For more information about MANIFEST_PROFILE_ID, refer to the NIM Model Profile Table.

SSL Enablement#

Eye-Contact NIM provides an SSL mode to ensure secure communication between clients and the server by encrypting data in transit. To enable SSL, you need to provide the path to the SSL certificate and key files in the container. The following example shows how to do this:

export NGC_API_KEY=<add-your-api-key>
SSL_CERT=path/to/ssl_key

docker run -it --rm --name=maxine-eye-contact-nim \
  --runtime=nvidia \
  --gpus all \
  --shm-size=8GB \
  -v $SSL_CERT:/opt/nim/crt/:ro \
  -e NGC_API_KEY=$NGC_API_KEY \
  -p 8000:8000 \
  -p 8001:8001\
  -e NIM_SSL_MODE="mtls" \
  -e NIM_SSL_CERT_PATH="/opt/nim/crt/ssl_cert_server.pem" \
  -e NIM_SSL_KEY_PATH="/opt/nim/crt/ssl_key_server.pem" \
  nvcr.io/nim/nvidia/maxine-eye-contact:latest

NIM_SSL_MODE can be set to “mtls”, “tls”, or “disabled”. If set to “mtls”, the container uses mutual TLS authentication. If set to “tls”, the container uses TLS authentication. For more information, refer to NIM SSL Configuration.

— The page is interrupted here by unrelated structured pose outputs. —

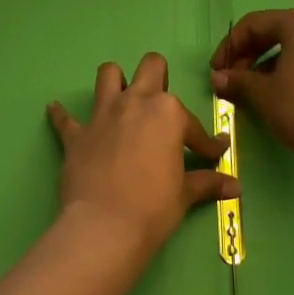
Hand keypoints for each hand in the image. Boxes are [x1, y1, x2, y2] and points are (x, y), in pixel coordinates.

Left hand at [47, 53, 237, 254]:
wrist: (105, 226)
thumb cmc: (154, 207)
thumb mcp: (185, 194)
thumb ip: (208, 182)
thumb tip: (236, 186)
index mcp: (167, 113)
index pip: (193, 124)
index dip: (206, 142)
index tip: (213, 154)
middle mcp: (135, 102)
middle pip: (150, 68)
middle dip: (159, 78)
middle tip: (161, 106)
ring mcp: (102, 115)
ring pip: (108, 74)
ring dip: (115, 81)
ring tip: (121, 98)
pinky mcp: (77, 134)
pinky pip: (64, 118)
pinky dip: (62, 115)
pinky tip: (56, 110)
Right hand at [211, 9, 293, 181]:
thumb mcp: (263, 95)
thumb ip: (237, 80)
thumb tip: (218, 78)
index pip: (254, 24)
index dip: (229, 46)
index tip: (217, 70)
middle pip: (278, 31)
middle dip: (250, 54)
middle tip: (234, 79)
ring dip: (272, 63)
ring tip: (258, 90)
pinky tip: (287, 94)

Be sure to verify the permissions of the SSL certificate and key files on the host machine. The container will not be able to access the files if they are not readable by the user running the container.

Multiple Concurrent Inputs#

To run the server in multi-input concurrent mode, set the environment variable MAXINE_MAX_CONCURRENCY_PER_GPU to an integer greater than 1 in the server container. The server will then accept as many concurrent inputs per GPU as specified by the MAXINE_MAX_CONCURRENCY_PER_GPU variable.

Since Triton distributes the workload equally across all GPUs, if there are NUM_GPUS GPUs, the total number of concurrent inputs supported by the server will be NUM_GPUS * MAXINE_MAX_CONCURRENCY_PER_GPU.

The Eye Contact NIM uses NVENC/NVDEC hardware acceleration for video encoding and decoding.

  • GPUs without NVENC/NVDEC hardware support are not supported, including A100, H100, and B100 products.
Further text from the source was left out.